Imagine the situation of an INSERT statement. It has to add new rows in a table with a clustered index. In such case the table rows may need to be re-positioned! Remember…? The clustered index needs to order the data pages themselves! This will cause overhead.

So, it is crucial to take into account the overhead of INSERT, UPDATE and DELETE statements before designing your indexing strategy. Although there is an overhead to the above statements, you have to take into account, that many times, an UPDATE or DELETE statement will execute in a subset of data. This subset can be defined by a WHERE clause, where indexing may outweigh the additional cost of index updates, because the SQL server will have to find the data before updating them.

As explained above, a non-clustered index includes the clustered index’s key as its row locator, in the presence of a clustered index in the table.

This comes with a cost and a benefit:

The cost has to do with the non-clustered index bookmark lookup. What if a query has to return more columns that the ones hosted in the index itself? In the case of a HEAP table, the SQL server would have to check the RID of the non-clustered index, in order to navigate directly to the row, where the rest of the columns belong.

In the case of a clustered index, the SQL server would have to check the row locator of the non-clustered index, in order to do an additional navigation to the B-tree structure of the clustered index, to retrieve the desired row. You see, the row locator does not contain the RID, but the clustered-index key.


On the other hand, there is a benefit. It has to do with the clustered index updates. Imagine the following situation: Two new rows with index key values of A2 and A3 have to be added in the clustered index below.


Because this is a clustered index page, its physical structure has to be reallocated in order to fit A2 and A3 between A1 and A4. It has to maintain index’s order. Since there is no free space in the index page to accommodate these changes,  a page split will occur. Now, there is enough space to fit A2 and A3 between A1 and A4.

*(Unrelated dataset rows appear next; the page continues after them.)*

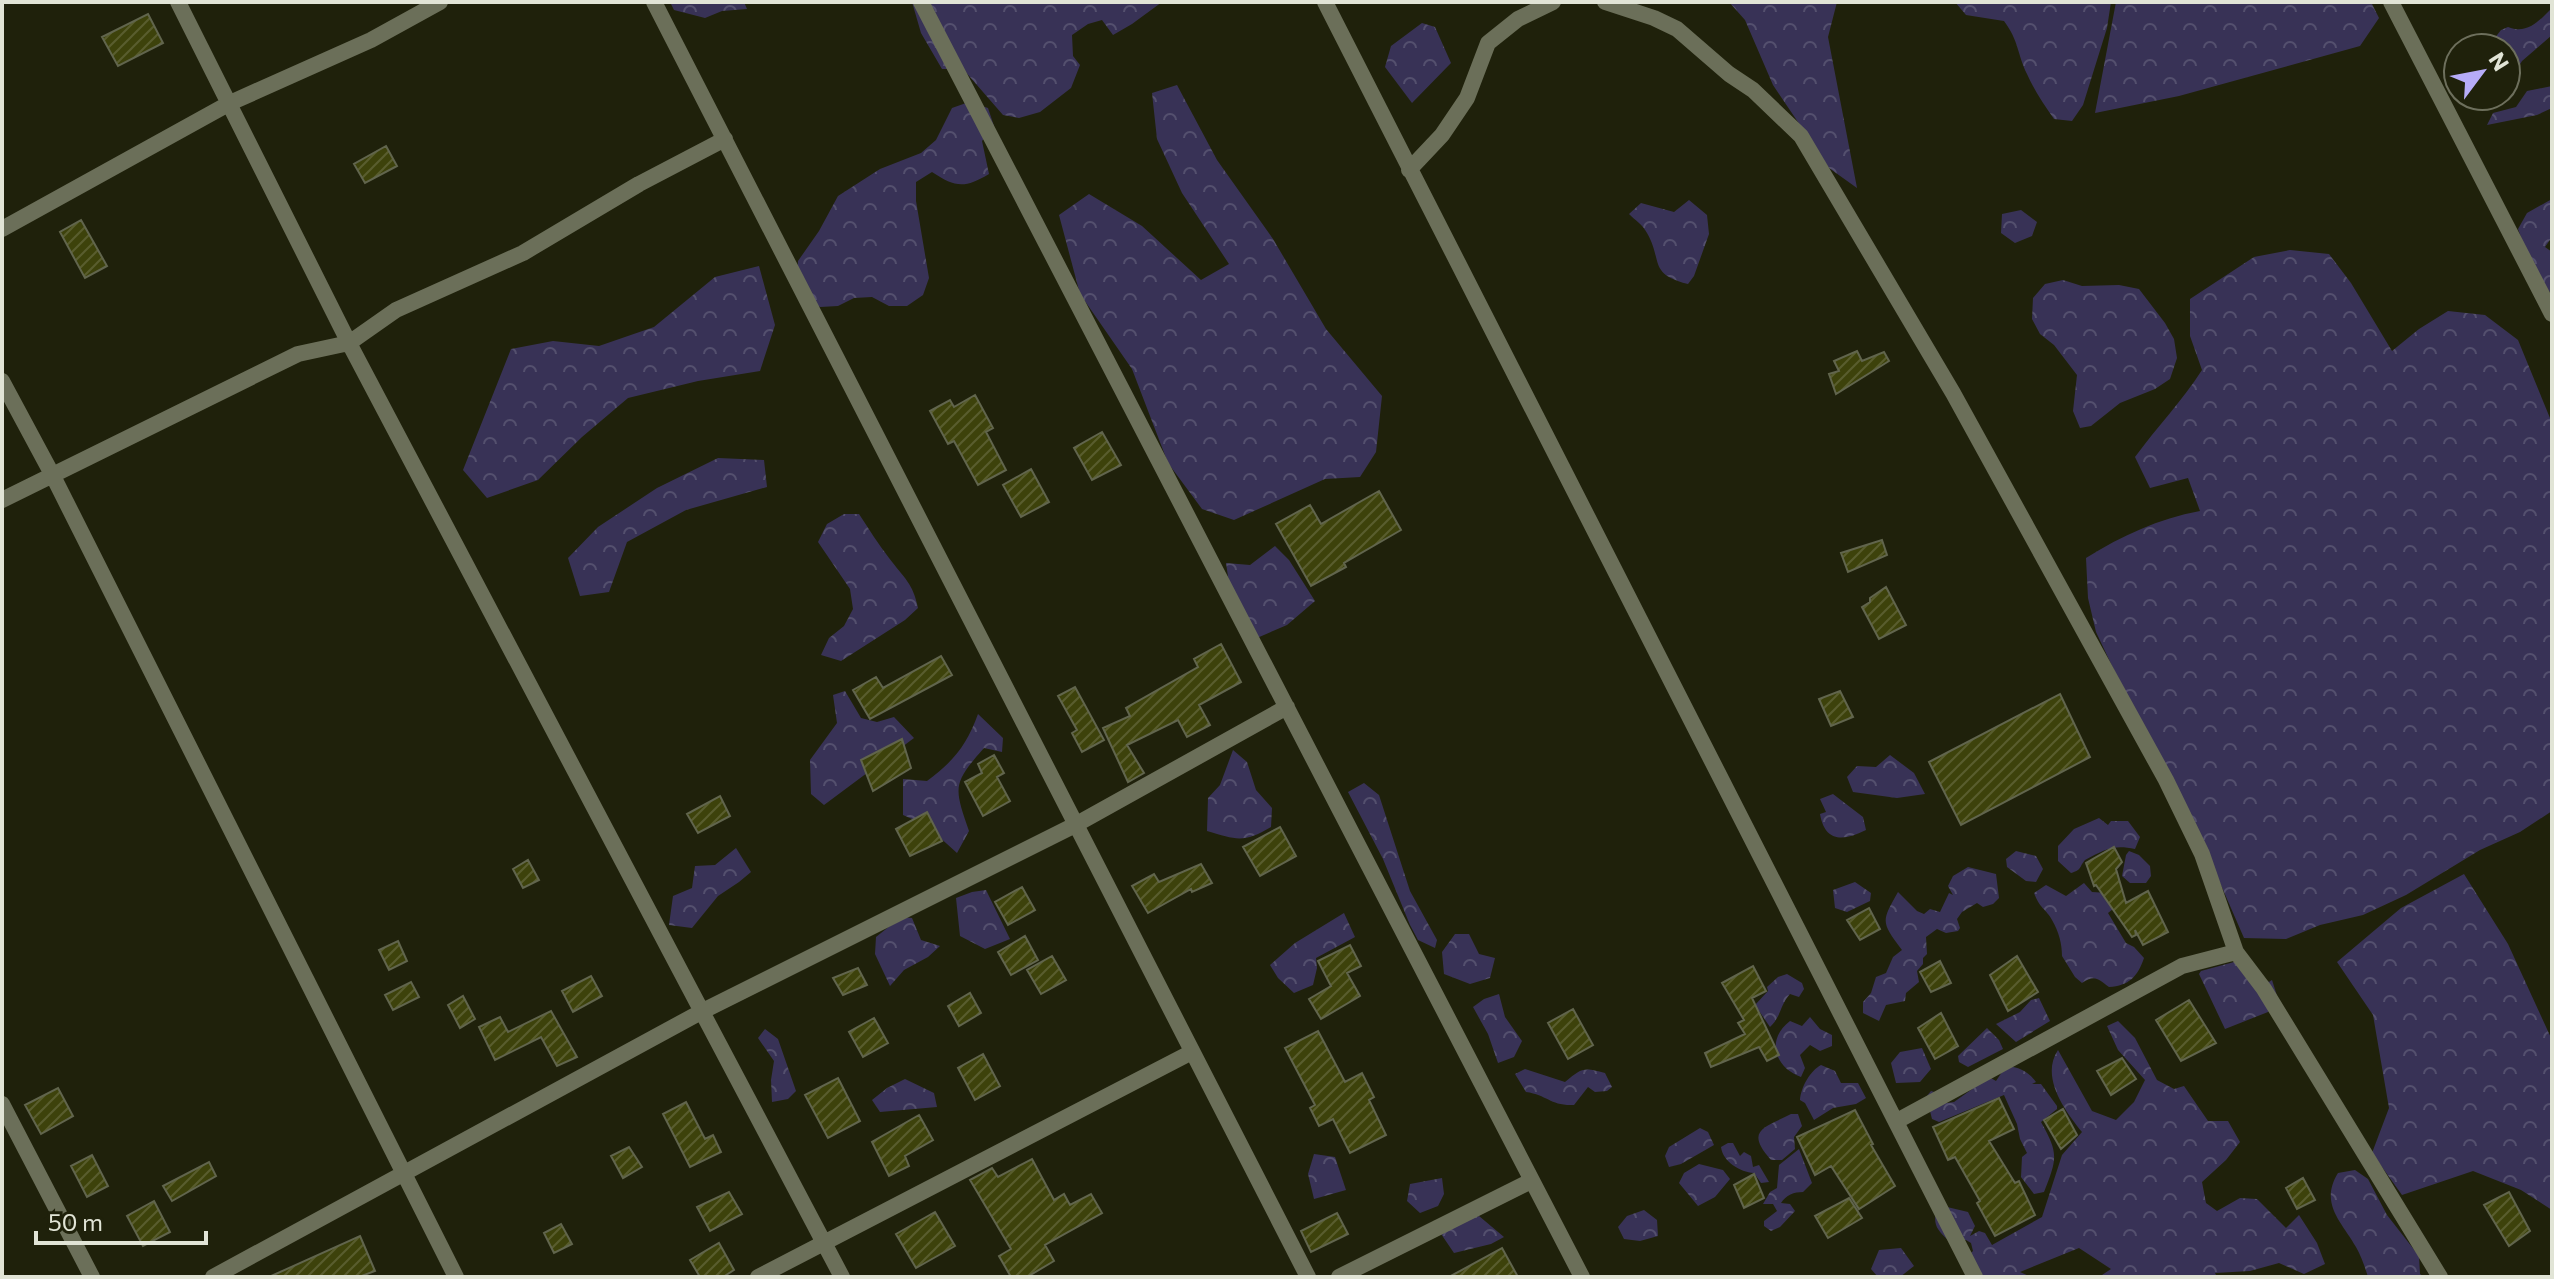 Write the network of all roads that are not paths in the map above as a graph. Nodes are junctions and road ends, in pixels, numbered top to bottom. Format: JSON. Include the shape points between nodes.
{"nodes":[{"id":1,"x":178,"y":2,"type":"edge"},
{"id":2,"x":440,"y":2,"type":"edge"},
{"id":3,"x":654,"y":2,"type":"edge"},
{"id":4,"x":921,"y":2,"type":"edge"},
{"id":5,"x":1325,"y":2,"type":"edge"},
{"id":6,"x":1553,"y":2,"type":"edge"},
{"id":7,"x":1605,"y":2,"type":"edge"},
{"id":8,"x":2391,"y":2,"type":"edge"},
{"id":9,"x":230,"y":103,"type":"junction"},
{"id":10,"x":725,"y":139,"type":"junction"},
{"id":11,"x":1409,"y":170,"type":"junction"},
{"id":12,"x":2,"y":229,"type":"edge"},
{"id":13,"x":2552,"y":314,"type":"edge"},
{"id":14,"x":349,"y":343,"type":"junction"},
{"id":15,"x":2,"y":381,"type":"edge"},
{"id":16,"x":53,"y":476,"type":"junction"},
{"id":17,"x":2,"y":500,"type":"edge"},
{"id":18,"x":1287,"y":707,"type":"junction"},
{"id":19,"x":1075,"y":825,"type":"junction"},
{"id":20,"x":2236,"y":952,"type":"junction"},
{"id":21,"x":701,"y":1012,"type":"junction"},
{"id":22,"x":1192,"y":1052,"type":"junction"},
{"id":23,"x":2,"y":1104,"type":"edge"},
{"id":24,"x":1897,"y":1121,"type":"junction"},
{"id":25,"x":406,"y":1174,"type":"junction"},
{"id":26,"x":1531,"y":1181,"type":"junction"},
{"id":27,"x":824,"y":1242,"type":"junction"},
{"id":28,"x":92,"y":1277,"type":"edge"},
{"id":29,"x":213,"y":1277,"type":"edge"},
{"id":30,"x":456,"y":1277,"type":"edge"},
{"id":31,"x":758,"y":1277,"type":"edge"},
{"id":32,"x":842,"y":1277,"type":"edge"},
{"id":33,"x":1308,"y":1277,"type":"edge"},
{"id":34,"x":1339,"y":1277,"type":"edge"},
{"id":35,"x":1582,"y":1277,"type":"edge"},
{"id":36,"x":1975,"y":1277,"type":"edge"},
{"id":37,"x":2440,"y":1277,"type":"edge"}],
"edges":[{"from":1,"to":9,"type":"street"},
{"from":2,"to":9,"type":"street","via":[[371,40]]},
{"from":3,"to":10,"type":"street"},
{"from":4,"to":18,"type":"street"},
{"from":5,"to":11,"type":"street"},
{"from":6,"to":11,"type":"street","via":[[1518,19],[1488,43],[1467,98]]},
{"from":7,"to":20,"type":"street","via":[[1677,29],[1801,136],[1953,393],[2166,780],[2202,854]]},
{"from":8,"to":13,"type":"street"},
{"from":9,"to":12,"type":"street"},
{"from":9,"to":14,"type":"street"},
{"from":10,"to":14,"type":"street","via":[[523,253],[396,310]]},
{"from":10,"to":19,"type":"street"},
{"from":11,"to":24,"type":"street"},
{"from":14,"to":16,"type":"street","via":[[298,354]]},
{"from":14,"to":21,"type":"street"},
{"from":15,"to":16,"type":"street"},
{"from":16,"to":17,"type":"street"},
{"from":16,"to":25,"type":"street"},
{"from":18,"to":19,"type":"street"},
{"from":18,"to":26,"type":"street"},
{"from":19,"to":21,"type":"street"},
{"from":19,"to":22,"type":"street"},
{"from":20,"to":24,"type":"street","via":[[2182,966]]},
{"from":20,"to":37,"type":"street","via":[[2264,989]]},
{"from":21,"to":25,"type":"street"},
{"from":21,"to":27,"type":"street"},
{"from":22,"to":27,"type":"street"},
{"from":22,"to":33,"type":"street"},
{"from":23,"to":28,"type":"street"},
{"from":24,"to":36,"type":"street"},
{"from":25,"to":29,"type":"street"},
{"from":25,"to":30,"type":"street"},
{"from":26,"to":34,"type":"street"},
{"from":26,"to":35,"type":"street"},
{"from":27,"to":31,"type":"street"},
{"from":27,"to":32,"type":"street"}]} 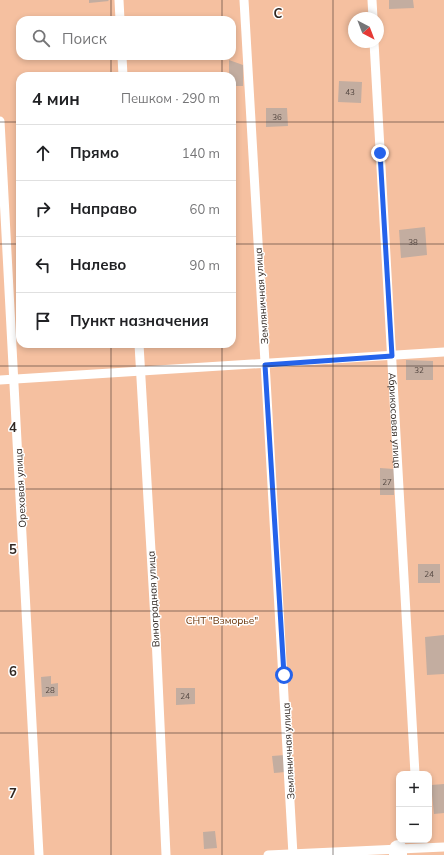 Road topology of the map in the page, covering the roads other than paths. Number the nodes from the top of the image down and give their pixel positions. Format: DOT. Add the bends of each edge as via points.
graph roads {
  1 [pos="119,0"];
  2 [pos="244,0"];
  3 [pos="372,0"];
  4 [pos="373,12"];
  5 [pos="120,16"];
  6 [pos="374,48"];
  7 [pos="122,60"];
  8 [pos="123,72"];
  9 [pos="0,121"];
  10 [pos="139,348"];
  11 [pos="444,352"];
  12 [pos="392,356"];
  13 [pos="265,365"];
  14 [pos="140,371"];
  15 [pos="0,380"];
  16 [pos="14,380"];
  17 [pos="415,771"];
  18 [pos="419,844"];
  19 [pos="444,847"];
  20 [pos="398,852"];
  21 [pos="293,854"];
  22 [pos="39,855"];
  23 [pos="166,855"];
  24 [pos="268,855"];
  1 -- 5 [label="lane"];
  2 -- 13 [label="lane, Земляничная улица"];
  3 -- 4 [label="lane"];
  6 -- 12 [label="lane, Абрикосовая улица"];
  7 -- 8 [label="lane"];
  9 -- 16 [label="lane, Ореховая улица"];
  10 -- 14 [label="lane, Виноградная улица"];
  11 -- 12 [label="lane"];
  12 -- 13 [label="lane"];
  12 -- 17 [label="lane, Абрикосовая улица"];
  13 -- 14 [label="lane"];
  13 -- 21 [label="lane, Земляничная улица"];
  14 -- 16 [label="lane"];
  14 -- 23 [label="lane, Виноградная улица"];
  15 -- 16 [label="lane"];
  16 -- 22 [label="lane, Ореховая улица"];
  18 -- 19 [label="lane"];
  18 -- 20 [label="lane"];
  20 -- 21 [label="lane"];
  21 -- 24 [label="lane"];
} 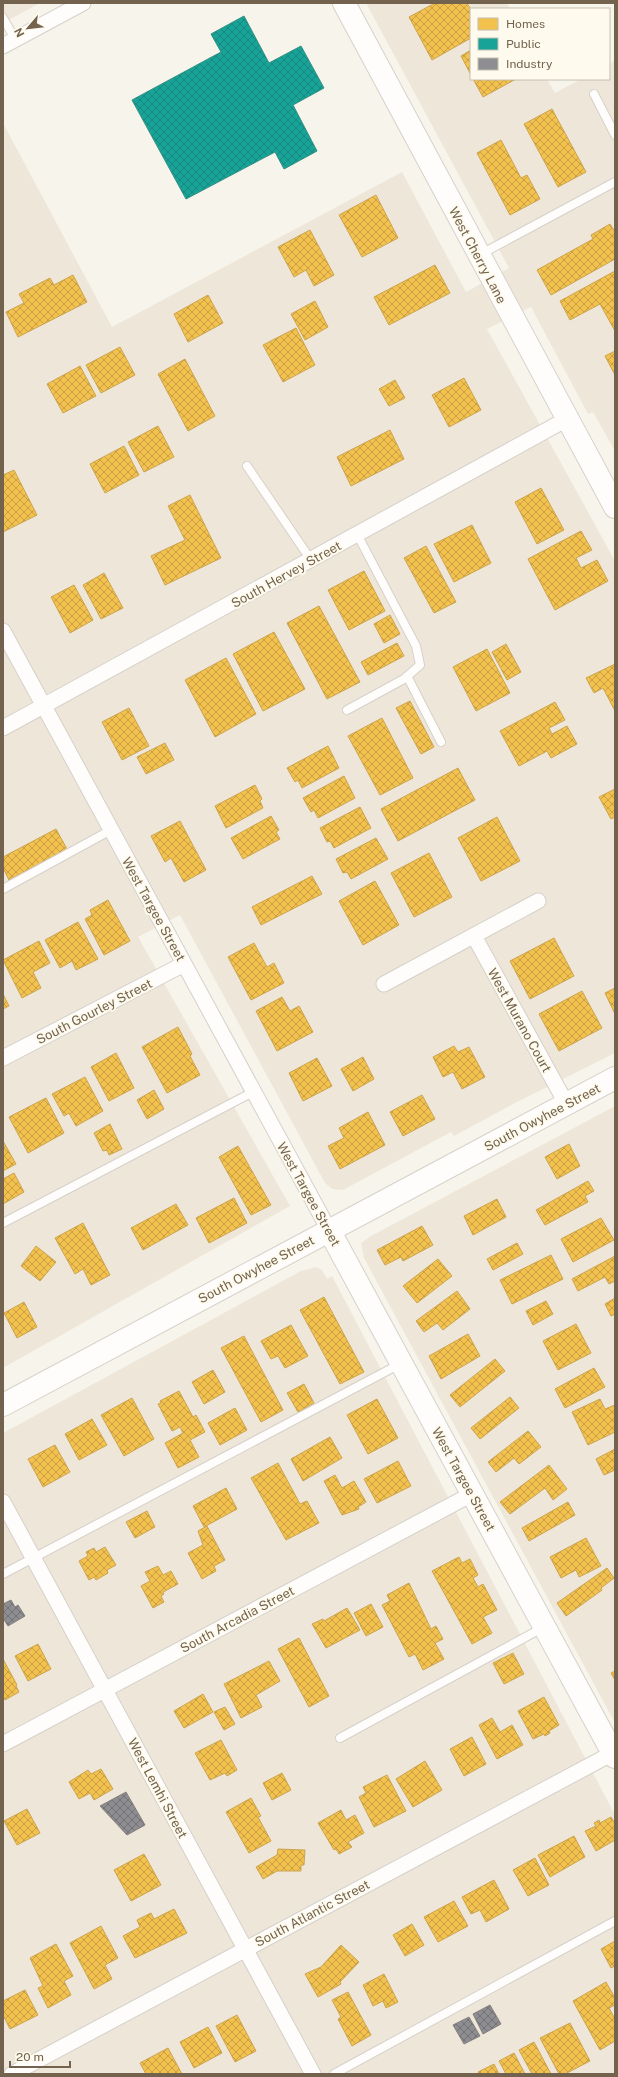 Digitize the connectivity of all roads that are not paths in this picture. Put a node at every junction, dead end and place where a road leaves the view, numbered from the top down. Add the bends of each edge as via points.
1 (83, 3) edge
2 (344, 3) edge
3 (3, 18) edge
4 (9, 43) edge
5 (594, 94) dead end
6 (615, 135) edge
7 (615, 182) edge
8 (478, 256) junction
9 (567, 418) junction
10 (247, 466) dead end
11 (615, 507) edge
12 (357, 534) junction
13 (311, 560) junction
14 (3, 631) edge
15 (407, 676) junction
16 (44, 706) junction
17 (347, 710) dead end
18 (3, 728) edge
19 (441, 742) dead end
20 (111, 830) junction
21 (3, 889) edge
22 (538, 901) dead end
23 (474, 936) junction
24 (184, 964) junction
25 (384, 984) dead end
26 (3, 1058) edge
27 (615, 1078) edge
28 (254, 1092) junction
29 (567, 1105) junction
30 (3, 1223) edge
31 (328, 1230) junction
32 (401, 1363) junction
33 (3, 1405) edge
34 (472, 1494) junction
35 (3, 1502) edge
36 (33, 1558) junction
37 (3, 1574) edge
38 (544, 1627) junction
39 (104, 1690) junction
40 (340, 1738) dead end
41 (3, 1744) edge
42 (614, 1755) edge
43 (615, 1920) edge
44 (245, 1949) junction
45 (12, 2074) edge
46 (313, 2074) edge
47 (334, 2074) edge

1 - 4 street
2 - 8 street, West Cherry Lane
3 - 4 lane
5 - 6 lane
7 - 8 lane
8 - 9 street, West Cherry Lane
9 - 11 street, West Cherry Lane
9 - 12 street, South Hervey Street
10 - 13 lane
12 - 13 street, South Hervey Street
12 - 15 lane via 416,646 420,665
13 - 16 street, South Hervey Street
14 - 16 street, West Targee Street
15 - 17 lane
15 - 19 lane
16 - 18 street, South Hervey Street
16 - 20 street, West Targee Street
20 - 21 lane
20 - 24 street, West Targee Street
22 - 23 street
23 - 25 street
23 - 29 street, West Murano Court
24 - 26 street, South Gourley Street
24 - 28 street, West Targee Street
27 - 29 street, South Owyhee Street
28 - 30 lane
28 - 31 street, West Targee Street
29 - 31 street, South Owyhee Street
31 - 32 street, West Targee Street
31 - 33 street, South Owyhee Street
32 - 34 street, West Targee Street
32 - 36 lane
34 - 38 street, West Targee Street
34 - 39 street, South Arcadia Street
35 - 36 street, West Lemhi Street
36 - 37 lane
36 - 39 street, West Lemhi Street
38 - 40 lane
38 - 42 street, West Targee Street
39 - 41 street, South Arcadia Street
39 - 44 street, West Lemhi Street
42 - 44 street, South Atlantic Street
43 - 47 lane
44 - 45 street, South Atlantic Street
44 - 46 street, West Lemhi Street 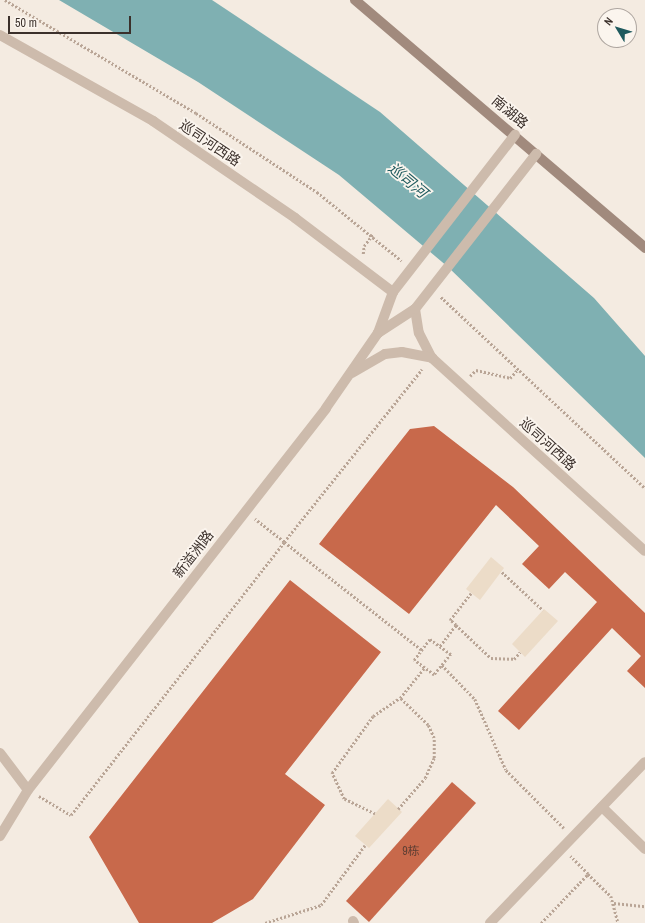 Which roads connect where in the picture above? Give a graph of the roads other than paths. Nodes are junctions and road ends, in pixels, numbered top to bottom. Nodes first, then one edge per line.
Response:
1 (355, 0) edge
2 (0, 36) edge
3 (515, 135) junction
4 (536, 154) junction
5 (645, 248) edge
6 (393, 292) junction
7 (415, 309) junction
8 (378, 333) junction
9 (432, 358) junction
10 (349, 374) junction
11 (645, 551) edge
12 (0, 753) edge
13 (645, 762) edge
14 (28, 790) junction
15 (602, 807) junction
16 (0, 836) edge
17 (645, 849) edge
18 (490, 923) edge

1 - 3 main road, 南湖路
2 - 6 street, 巡司河西路
3 - 4 main road, 南湖路
3 - 6 street, bridge
4 - 5 main road, 南湖路
4 - 7 street, bridge
6 - 8 street
7 - 8 street
7 - 9 street
8 - 10 street, 新溢洲路
9 - 10 street
9 - 11 street, 巡司河西路
10 - 14 street, 新溢洲路
12 - 14 street
13 - 15 street
14 - 16 street, 新溢洲路
15 - 17 street
15 - 18 street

The goal achieved and the order maintained within the index. But imagine what would have happened if the non-clustered index was looking at the RID, instead of the clustered index’s key? It would have to change its row locators to reflect the changes. This could have been a huge performance hit! Especially, in the case of large clustered indexes.

Instead of the RID, the row locators now point at the clustered index key. Meaning, that there is no longer needed to change its values. This is quite a benefit if you think of the large clustered indexes, that are usually maintained in many tables.

Clustered indexes VS non-clustered indexes

  • Fast to return large range of data
  • Fast for presorted results
  • Wide keys do not reflect on other indexes
  • Frequently updated key columns do not reflect on other indexes
  • Can be assigned on different FileGroup
  • Many non-clustered indexes per table
  • Smaller size than clustered indexes due to column subsets
  • Frequently updated key columns reflect on non-clustered indexes
  • Wide keys increase the size of the non-clustered indexes
  • Only one clustered index per table
  • Generally slower than clustered indexes due to bookmark lookup (except for covering indexes).
  • Not recommended for returning large data sets (except for covering indexes).